Nostalgic reflections on a Depression-era childhood in western Pennsylvania.
Ward spent her first years in New Kensington, Pa., living across the street from her paternal grandparents, whom she visited often for jam-filled cookies, long walks and tales of the past. Times were tough in the 1930s, and even as a preschooler, the author felt this tension. At home, her mother would disapprove of almost every suggestion she made, and her father would slam his fist on the table to quiet idle dinner-table chatter. “Nobody could stay in my house and live,” Ward writes.

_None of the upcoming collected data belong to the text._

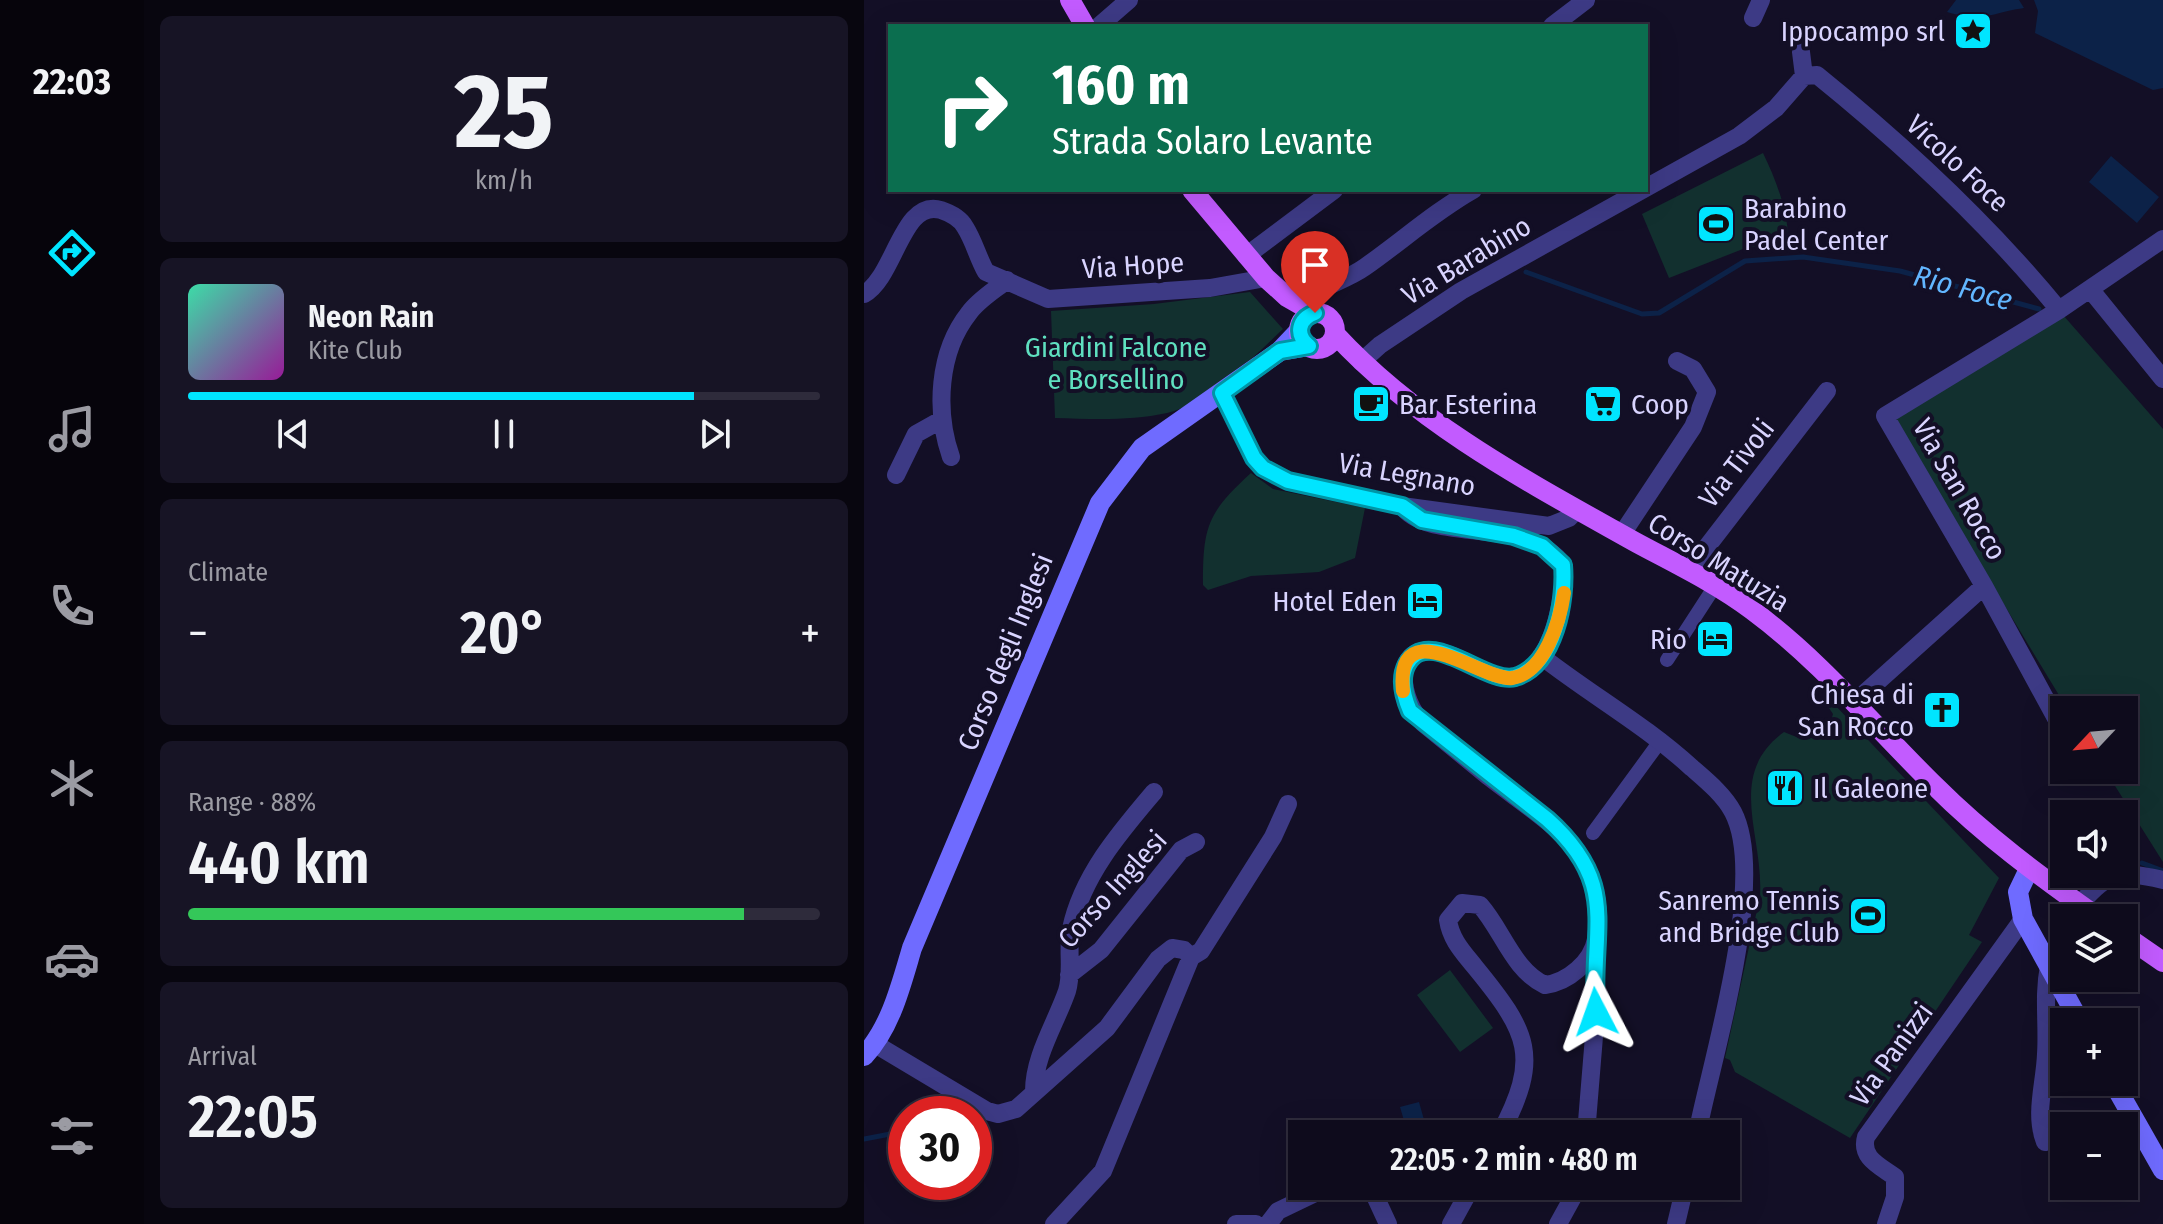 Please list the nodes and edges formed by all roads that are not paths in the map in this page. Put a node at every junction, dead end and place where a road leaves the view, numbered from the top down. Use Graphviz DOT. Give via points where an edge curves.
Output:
graph roads {
  1 [pos="1070,0"];
  2 [pos="1129,0"];
  3 [pos="1586,0"];
  4 [pos="1761,0"];
  5 [pos="1753,18"];
  6 [pos="1084,24"];
  7 [pos="1101,24"];
  8 [pos="1555,24"];
  9 [pos="1801,52"];
  10 [pos="1804,76"];
  11 [pos="1648,187"];
  12 [pos="1194,192"];
  13 [pos="1331,192"];
  14 [pos="1469,192"];
  15 [pos="1639,192"];
  16 [pos="2163,239"];
  17 [pos="1246,256"];
  18 [pos="1266,278"];
  19 [pos="1007,280"];
  20 [pos="2090,289"];
  21 [pos="864,294"];
  22 [pos="2059,310"];
  23 [pos="1309,324"];
  24 [pos="1677,361"];
  25 [pos="1364,365"];
  26 [pos="2163,379"];
  27 [pos="1827,391"];
  28 [pos="1222,393"];
  29 [pos="941,420"];
  30 [pos="951,457"];
  31 [pos="896,475"];
  32 [pos="1402,506"];
  33 [pos="1577,510"];
  34 [pos="1622,534"];
  35 [pos="1689,570"];
  36 [pos="1715,586"];
  37 [pos="1984,586"];
  38 [pos="1541,656"];
  39 [pos="1667,660"];
  40 [pos="1856,701"];
  41 [pos="2050,707"];
  42 [pos="1661,740"];
  43 [pos="1154,792"];
  44 [pos="1288,804"];
  45 [pos="1593,833"];
  46 [pos="1196,842"];
  47 [pos="2029,869"];
  48 [pos="2163,880"];
  49 [pos="2080,904"];
  50 [pos="2023,919"];
  51 [pos="2138,945"];
  52 [pos="1595,948"];
  53 [pos="1190,956"];
  54 [pos="2163,962"];
  55 [pos="2049,966"];
  56 [pos="1069,975"];
  57 [pos="2072,1008"];
  58 [pos="870,1050"];
  59 [pos="1034,1091"];
  60 [pos="2121,1096"];
  61 [pos="1508,1120"];
  62 [pos="1587,1120"];
  63 [pos="1700,1120"];
  64 [pos="2045,1142"];
  65 [pos="2163,1170"];
  66 [pos="1301,1200"];
  67 [pos="1377,1200"];
  68 [pos="1464,1200"];
  69 [pos="1571,1200"];
  70 [pos="1682,1200"];
  71 [pos="1054,1224"];
  72 [pos="1236,1224"];
  73 [pos="1256,1224"];
  74 [pos="1268,1224"];
  75 [pos="1388,1224"];
  76 [pos="1451,1224"];
  77 [pos="1558,1224"];
  78 [pos="1676,1224"];
  79 [pos="1886,1224"];
  1 -- 6 [label="main road"];
  2 -- 7 [label="street"];
  3 -- 8 [label="street"];
  4 -- 5 [label="street"];
  9 -- 10 [label="street"];
  10 -- 11 [label="street, Via Barabino" via="1776,108 1739,136"];
  10 -- 22 [label="street, Vicolo Foce" via="1817,75 1928,168"];
  12 -- 17 [label="main road, Corso Matuzia"];
  13 -- 17 [label="street"];
  14 -- 23 [label="street" via="1439,209 1363,269 1314,291"];
  15 -- 25 [label="street, Via Barabino" via="1461,291 1380,345"];
  16 -- 20 [label="street, Via San Rocco"];
  17 -- 18 [label="main road, Corso Matuzia"];
  18 -- 19 [label="street, Via Hope" via="1210,288 1048,299"];
  18 -- 23 [label="main road, Corso Matuzia"];
  19 -- 21 [label="street, Via Hope" via="986,272 965,225 951,213 923,208 873,289"];
  19 -- 29 [label="street" via="970,310 950,342"];
  20 -- 22 [label="street, Via San Rocco"];
  20 -- 26 [label="street"];
  22 -- 37 [label="street, Via San Rocco" via="1885,416"];
  23 -- 25 [label="main road, Corso Matuzia"];
  23 -- 28 [label="main road, Corso degli Inglesi"];
  24 -- 34 [label="street, Corso Matuzia" via="1693,369 1707,392 1693,427"];
  25 -- 33 [label="main road, Corso Matuzia" via="1454,435"];
  27 -- 35 [label="street, Via Tivoli"];
  28 -- 32 [label="street, Via Legnano" via="1263,468 1288,481"];
  28 -- 58 [label="main road, Corso degli Inglesi" via="1142,448 1100,503"];
  29 -- 30 [label="street"];
  29 -- 31 [label="street" via="916,434"];
  32 -- 33 [label="street, Via Legnano" via="1549,526"];
  32 -- 38 [label="street" via="1422,520 1514,536 1557,556 1563,565 1564,595"];
  33 -- 34 [label="main road, Corso Matuzia"];
  34 -- 35 [label="main road, Corso Matuzia"];
  35 -- 36 [label="main road, Corso Matuzia"];
  36 -- 39 [label="street"];
  36 -- 40 [label="main road, Corso Matuzia" via="1798,646"];
  37 -- 40 [label="street, Via San Rocco"];
  37 -- 41 [label="street, Via San Rocco"];
  38 -- 42 [label="street"];
  38 -- 52 [label="street" via="1513,678 1432,650 1421,653 1406,666 1404,697 1423,723 1566,836 1592,878 1599,904"];
  40 -- 47 [label="main road, Corso Matuzia" via="1933,785"];
  42 -- 45 [label="street"];
  42 -- 63 [label="street" via="1734,814 1742,843 1746,887"];
  43 -- 56 [label="street" via="1091,876 1071,930"];
  44 -- 53 [label="street" via="1201,951"];
  46 -- 56 [label="street, Corso Inglesi" via="1181,850 1101,950"];
  47 -- 49 [label="main road, Corso Matuzia"];
  47 -- 50 [label="main road" via="2018,892"];
  48 -- 49 [label="street" via="2105,877"];
  50 -- 55 [label="main road"];
  50 -- 79 [label="street, Via Panizzi" via="1866,1137 1867,1156 1895,1177"];
  51 -- 54 [label="main road"];
  52 -- 61 [label="street" via="1569,976 1545,985 1530,978 1480,905 1462,903 1448,920 1452,937 1505,1005 1522,1040 1525,1077"];
  52 -- 62 [label="street"];
  53 -- 59 [label="street, Corso degli Inglesi" via="1172,948 1158,959 1107,1028"];
  53 -- 71 [label="street" via="1103,1171"];
  55 -- 57 [label="main road"];
  55 -- 64 [label="street" via="2039,1120"];
  56 -- 59 [label="street"];
  58 -- 59 [label="street, Corso degli Inglesi" via="998,1114 1016,1109"];
  60 -- 65 [label="main road"];
  66 -- 74 [label="street" via="1278,1211"];
  67 -- 75 [label="street"];
  68 -- 76 [label="street"];
  69 -- 77 [label="street"];
  70 -- 78 [label="street"];
  72 -- 73 [label="street"];
} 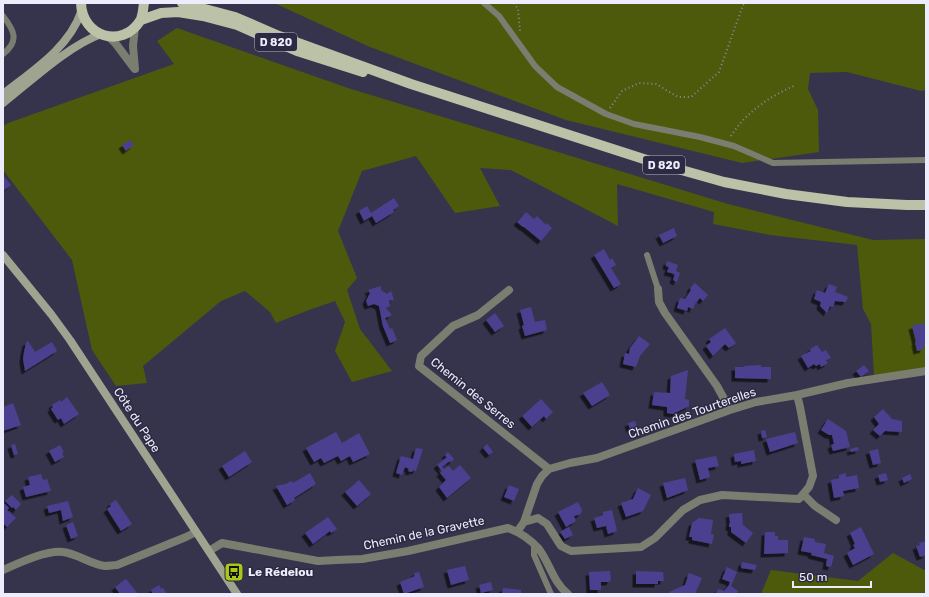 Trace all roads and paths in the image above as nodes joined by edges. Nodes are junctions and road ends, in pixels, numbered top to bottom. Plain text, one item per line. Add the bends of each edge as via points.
1 (144, 3) edge
2 (182, 3) edge
3 (484, 3) edge
4 (514, 3) edge
5 (745, 3) edge
6 (81, 8) edge
7 (3, 16) edge
8 (138, 23) junction
9 (105, 36) junction
10 (522, 48) junction
11 (3, 54) edge
12 (411, 84) junction
13 (796, 85) dead end
14 (3, 94) edge
15 (3, 103) edge
16 (606, 114) junction
17 (726, 144) junction
18 (926, 160) edge
19 (926, 205) edge
20 (3, 254) edge
21 (647, 256) dead end
22 (3, 258) edge
23 (10, 264) junction
24 (658, 289) joint
25 (509, 290) dead end
26 (926, 371) edge
27 (796, 395) junction
28 (730, 410) junction
29 (549, 469) junction
30 (803, 494) junction
31 (836, 520) dead end
32 (524, 522) junction
33 (196, 532) junction
34 (518, 532) junction
35 (534, 544) junction
36 (209, 551) junction
37 (3, 570) edge
38 (237, 594) edge
39 (551, 594) edge
40 (568, 594) edge

1 - 8 main road
2 - 12 main road, D 820 via 236,16 279,36
3 - 10 lane via 499,16
4 - 10 path via 518,9
5 - 16 path via 719,72 691,97 678,97 656,84 639,83 622,91
6 - 9 main road via 85,22
6 - 14 main road via 70,36
7 - 11 lane via 14,33 12,44
8 - 9 main road via 122,35
8 - 9 street via 133,46 135,69 116,44
8 - 12 main road, D 820 via 161,13 178,12 203,16 237,25 297,51
9 - 15 main road via 91,38 75,47
10 - 16 lane via 535,66 557,87
12 - 19 main road, D 820 via 653,162 724,182 847,202
13 - 17 path via 778,92 758,107 738,125
16 - 17 lane via 634,124
17 - 18 lane via 773,163
20 - 23 main road, Côte du Pape
21 - 24 lane
22 - 23 main road, Côte du Pape
23 - 33 main road, Côte du Pape via 70,340
24 - 28 street via 659,302 665,313 717,386
25 - 29 street, Chemin des Serres via 478,315 453,326 421,356 419,366
26 - 27 street, Chemin des Tourterelles via 848,383
27 - 28 street, Chemin des Tourterelles via 756,402
27 - 30 street via 813,476
28 - 29 street, Chemin des Tourterelles via 597,458
29 - 32 street via 537,484
30 - 31 street
30 - 32 street via 799,499 722,495 700,500 683,510 655,538 642,547 571,551 561,546 547,524 538,518
32 - 34 street
33 - 36 main road, Côte du Pape
33 - 37 street via 117,565 97,564 75,554 61,552 37,556
34 - 35 street
34 - 36 street, Chemin de la Gravette via 508,528 408,551 356,559 318,561 222,543
35 - 39 lane via 534,555
35 - 40 street via 556,581
36 - 38 main road, Côte du Pape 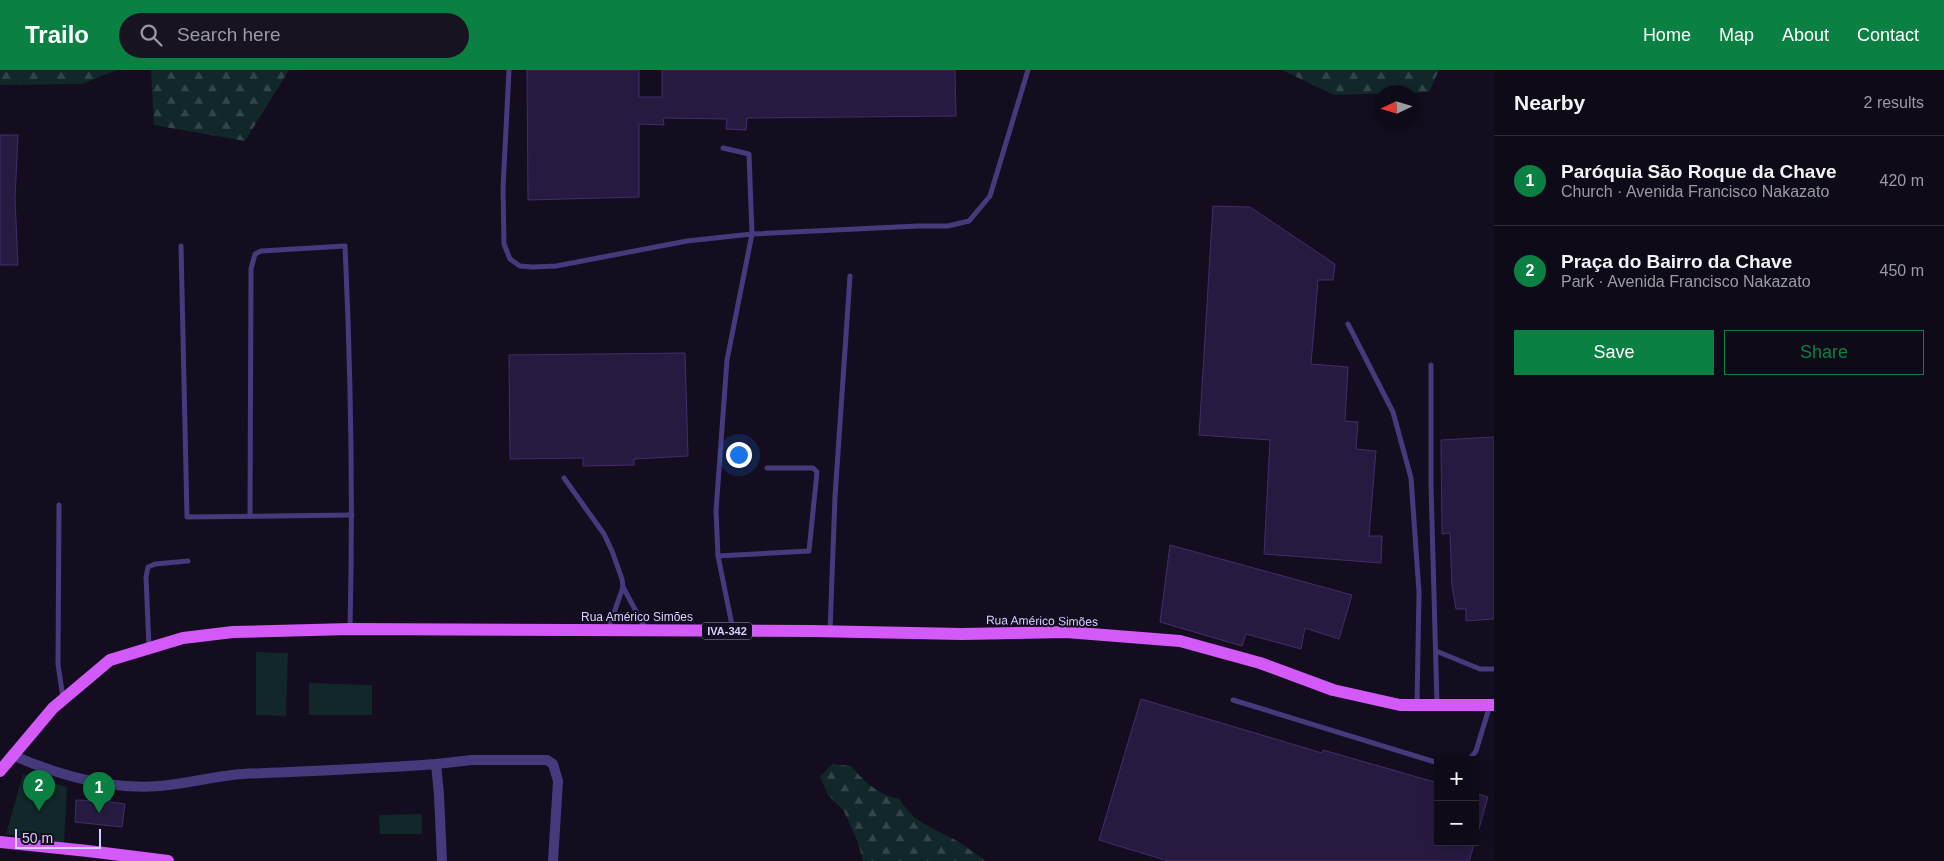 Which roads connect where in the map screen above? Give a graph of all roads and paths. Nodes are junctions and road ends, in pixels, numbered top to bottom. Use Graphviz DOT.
graph roads {
  1 [pos="509,70"];
  2 [pos="1028,70"];
  3 [pos="723,148"];
  4 [pos="752,234"];
  5 [pos="181,246"];
  6 [pos="850,276"];
  7 [pos="1348,324"];
  8 [pos="1431,365"];
  9 [pos="767,468"];
  10 [pos="564,478"];
  11 [pos="58,505"];
  12 [pos="352,515"];
  13 [pos="250,516"];
  14 [pos="718,556"];
  15 [pos="188,561"];
  16 [pos="623,587"];
  17 [pos="350,629"];
  18 [pos="733,630"];
  19 [pos="608,631"];
  20 [pos="646,631"];
  21 [pos="830,631"];
  22 [pos="149,648"];
  23 [pos="1436,651"];
  24 [pos="1494,669"];
  25 [pos="63,699"];
  26 [pos="1234,700"];
  27 [pos="1417,705"];
  28 [pos="1436,705"];
  29 [pos="1492,705"];
  30 [pos="12,755"];
  31 [pos="1472,756"];
  32 [pos="1434,762"];
  33 [pos="436,764"];
  34 [pos="0,771"];
  35 [pos="0,842"];
  36 [pos="168,861"];
  37 [pos="442,861"];
  38 [pos="553,861"];
  1 -- 4 [label="lane"];
  2 -- 4 [label="lane"];
  3 -- 4 [label="lane"];
  4 -- 14 [label="lane"];
  5 -- 13 [label="lane"];
  6 -- 21 [label="lane"];
  7 -- 27 [label="lane"];
  8 -- 23 [label="lane"];
  9 -- 14 [label="lane"];
  10 -- 16 [label="lane"];
  11 -- 25 [label="lane"];
  12 -- 13 [label="lane"];
  12 -- 13 [label="lane"];
  12 -- 17 [label="lane"];
  14 -- 18 [label="lane"];
  15 -- 22 [label="lane"];
  16 -- 19 [label="lane"];
  16 -- 20 [label="lane"];
  17 -- 19 [label="main road, Rua Américo Simões / IVA-342"];
  17 -- 22 [label="main road, Rua Américo Simões / IVA-342"];
  18 -- 20 [label="main road, Rua Américo Simões / IVA-342"];
  18 -- 21 [label="main road, Rua Américo Simões / IVA-342"];
  19 -- 20 [label="main road, Rua Américo Simões / IVA-342"];
  21 -- 27 [label="main road, Rua Américo Simões / IVA-342"];
  22 -- 25 [label="main road, Rua Américo Simões / IVA-342"];
  23 -- 24 [label="lane"];
  23 -- 28 [label="lane"];
  25 -- 30 [label="main road, Rua Américo Simões / IVA-342"];
  26 -- 32 [label="lane"];
  27 -- 28 [label="main road, Rua Américo Simões / IVA-342"];
  28 -- 29 [label="main road, Rua Américo Simões / IVA-342"];
  29 -- 31 [label="lane"];
  30 -- 33 [label="street"];
  30 -- 34 [label="main road, Rua Américo Simões / IVA-342"];
  33 -- 37 [label="street"];
  33 -- 38 [label="street"];
  35 -- 36 [label="main road"];
}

With her grandparents, however, she learned to celebrate life’s ups and downs and its full palette of sights, sounds and smells. In this debut memoir, Ward excels at creating atmosphere with sensory detail; her own home, for example, smelled of Nair hair remover, “terrible stinky stuff...that gasped the oxygen out of the air,” but her Grampa’s garage smelled of earth and leather: “One whiff set my brain tingling with visions of adventure.” Her grandfather was a fighter, undaunted by bank foreclosures, a tornado that swept up his vaudeville road show or his narrow escape from a mine explosion. He also taught Ward that she could accomplish anything. At one point, she writes skillfully about a time, in 1936, that the Allegheny River burst its banks and flooded the entire Pittsburgh area, relating historical facts yet maintaining a childlike perspective: “ ‘Will the river get us?’ I screamed. ‘Is it coming?’ ” Indeed, the river got the whole town, but young Ward soon forgot the devastation during a “long, happy visit” to her maternal grandmother’s high-and-dry home. After the flood, her grandparents moved to Lake Erie to start a fishing business; Ward visited them often and learned to maneuver boats, gut fish and catch night crawlers. Overall, the book reads more like a series of memories than a cohesive story, but it works well, as each chapter is like a single bite of a warm, jam-filled cookie.
Delightful vignettes of childhood and a heartfelt tribute to a devoted grandfather.